# Sean...need help wiring Rotary Snow Plow



## Artieiii (Apr 25, 2011)

Sean,
I got my rotary snow plow apart and repainted in the ski train colors. I am trying to put it back together but the instructions do not show a wiring diagram for the electrical board inside. I need to know which wires go to which of the 4 terminals on the electrical board. It appears that the tender provides power to one side of the track and the front truck supplies power to the other side of he track. Please help! TIA
-Art


----------



## NIMT (Jan 6, 2011)

Art,
Which decoder do you want to use?
Sound, No sound, Fan speed control, or on/off only?
I installed a old sound decoder in mine, with on/off fan, 2 headlights and a 2 strobes.

First hooking it up like mine.
SFX064D, sound decoder with no motor controls.
Power to decoder, Blower front and rear wires to black, tender draw bar to red. I would also suggest that you run a wire from the tender to the blower, draw bar is a crappy connection! 
Looking at blower control board right to left from the rear.
Motor Left, Motor Right, Gray from decoder, Blue from decoder.
White and Yellow connect together to 2 resistors then to headlights, and blue to other side of headlights. Orange to 2 resistors then to both strobes and blue to other side of strobes.

Second hook up 
Any standard decoder or SDH164D
For Variable fan speed. 
Ditch the board
Connect Gray and Orange to Motor
Follow top for light hook up, substitute orange strobe hook up for green or violet or both.

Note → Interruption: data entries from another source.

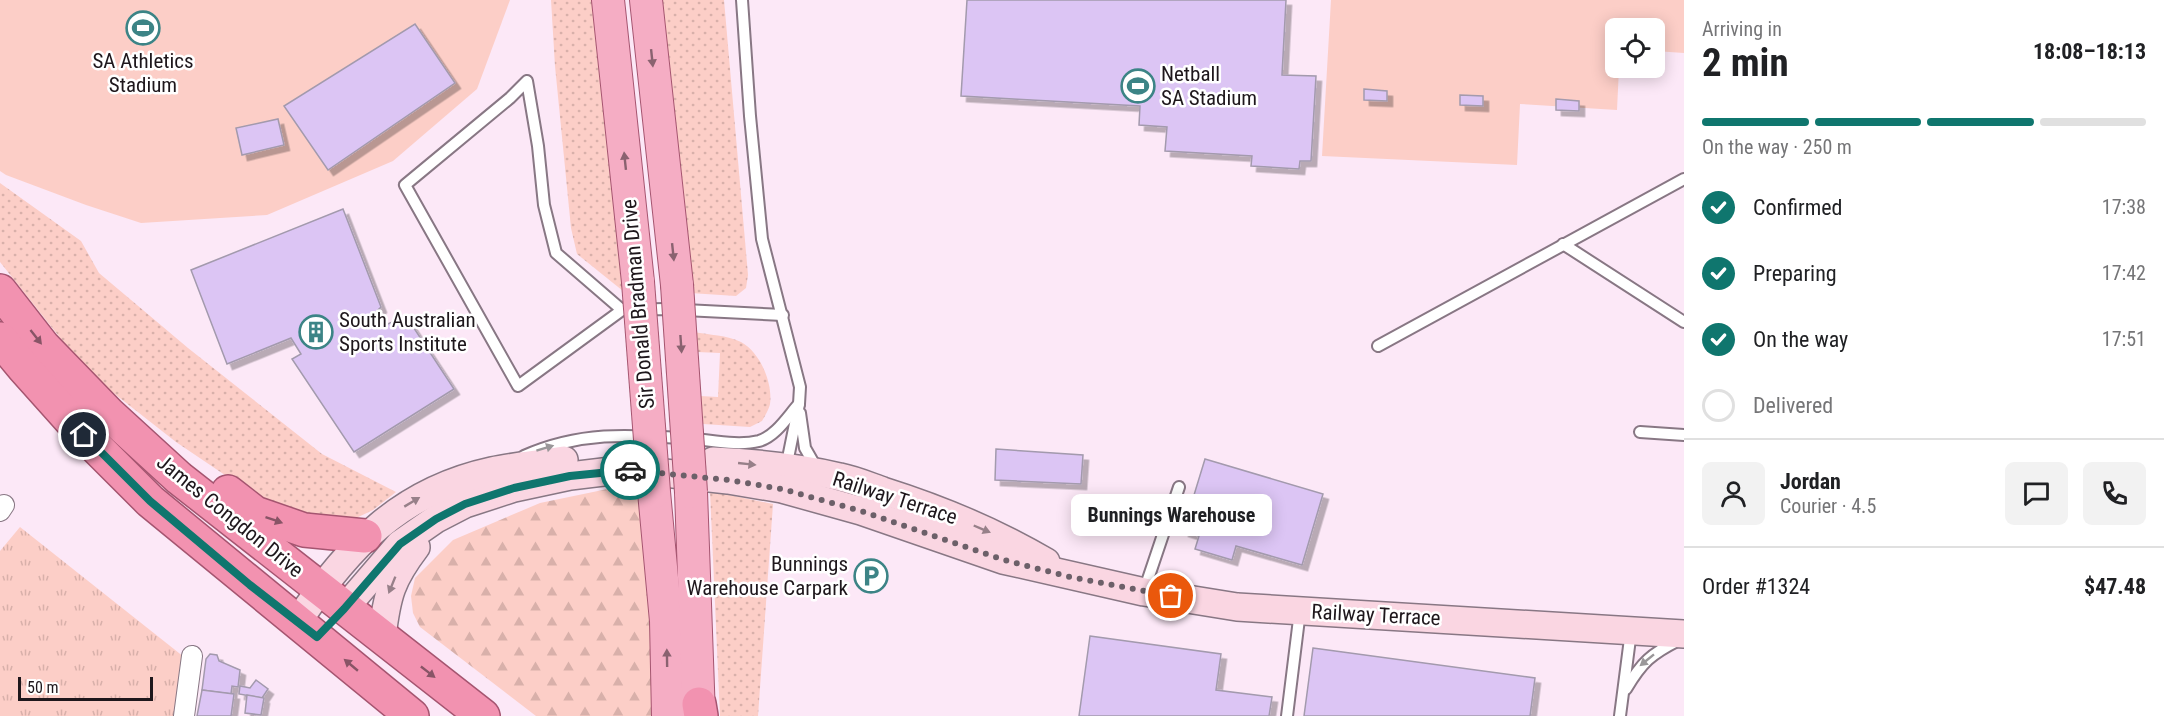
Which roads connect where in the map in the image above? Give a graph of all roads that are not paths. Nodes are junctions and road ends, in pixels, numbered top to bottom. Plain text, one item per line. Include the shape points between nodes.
1 (608, 0) edge
2 (646, 0) edge
3 (742, 0) edge
4 (1684, 179) edge
5 (1563, 244) junction
6 (0, 291) edge
7 (622, 310) junction
8 (783, 315) junction
9 (1684, 322) edge
10 (0, 339) edge
11 (1378, 346) dead end
12 (0, 372) edge
13 (799, 404) junction
14 (1640, 432) dead end
15 (1684, 435) edge
16 (135, 438) junction
17 (491, 471) junction
18 (820, 474) junction
19 (126, 476) junction
20 (784, 479) junction
21 (1179, 487) dead end
22 (436, 519) junction
23 (365, 536) junction
24 (1070, 577) junction
25 (1144, 592) junction
26 (332, 599) junction
27 (1300, 611) junction
28 (307, 629) junction
29 (1630, 631) junction
30 (382, 636) junction
31 (1684, 636) edge
32 (192, 656) dead end
33 (1623, 694) junction
34 (700, 712) edge
35 (184, 716) edge
36 (412, 716) edge
37 (483, 716) edge
38 (668, 716) edge
39 (1287, 716) edge
40 (1620, 716) edge

38 -> 1 main road, Sir Donald Bradman Drive, bridge via 666,621 638,282
2 -> 34 main road, Sir Donald Bradman Drive, bridge via 677,285
3 - 8 lane via 762,239
4 - 5 lane
5 - 9 lane
5 - 11 lane
6 -> 16 highway, James Congdon Drive via 43,346
7 - 7 lane via 518,386 405,185 527,81 544,205 556,253
7 - 8 lane
8 - 13 lane via 800,387
10 - 19 highway, James Congdon Drive via 84,435
12 - 19 highway via 83,458
17 -> 13 lane via 539,449 583,437 625,434 759,441 772,434
13 - 18 lane via 805,448
13 - 20 lane
14 - 15 lane
16 -> 23 highway via 177,452 255,513 304,530
16 - 26 highway, James Congdon Drive via 179,478
17 -> 20 main road, Railway Terrace via 629,456 731,462
23 -> 17 main road, Railway Terrace via 430,491
18 - 20 main road, Railway Terrace
18 -> 24 main road, Railway Terrace via 914,501 975,526 1016,544
19 - 28 highway, James Congdon Drive via 150,501
20 - 22 main road, Railway Terrace via 728,480 628,470 570,476 514,488 465,504
20 - 24 main road, Railway Terrace via 861,511 1004,560
21 - 25 lane
22 - 26 main road, Railway Terrace
22 -> 30 main road via 399,570 386,601
23 - 26 main road, Railway Terrace
24 - 25 main road, Railway Terrace
25 - 27 main road, Railway Terrace via 1237,607
26 - 28 highway
26 - 30 highway, James Congdon Drive
27 - 29 main road, Railway Terrace
27 - 39 lane
36 -> 28 highway, James Congdon Drive
29 - 31 main road, Railway Terrace
29 - 33 lane
30 -> 37 highway, James Congdon Drive
31 -> 33 lane via 1640,665
32 - 35 street
33 - 40 lane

For fixed fan speed ON/Off only
Looking at blower control board right to left from the rear.
Motor Left, Motor Right, Green from decoder, Blue from decoder.
Follow top for light hook up, substitute orange strobe hook up for violet.


----------



## Artieiii (Apr 25, 2011)

Sean,
I gave up on the electrical board that came with it. Could not figure out which wires went where. I put in an SDH164D and added headlights and a red beacon on the top. Having trouble getting reliable track power to the decoder. Working with jumper wires and alligator clips for now. Still have to trouble shoot the track power issues. I figured your advice would be to trash the original electrical board so that's what I did. I don't think I am gonna need additional sounds for the rotary blade. The thing is kinda noisy as it is LOL. What a stupid mechanism a motor with a worm gear and direct drive would make a whole lot more sense than 2 stupid elastic bands with pulleys....dumb.
-Art


----------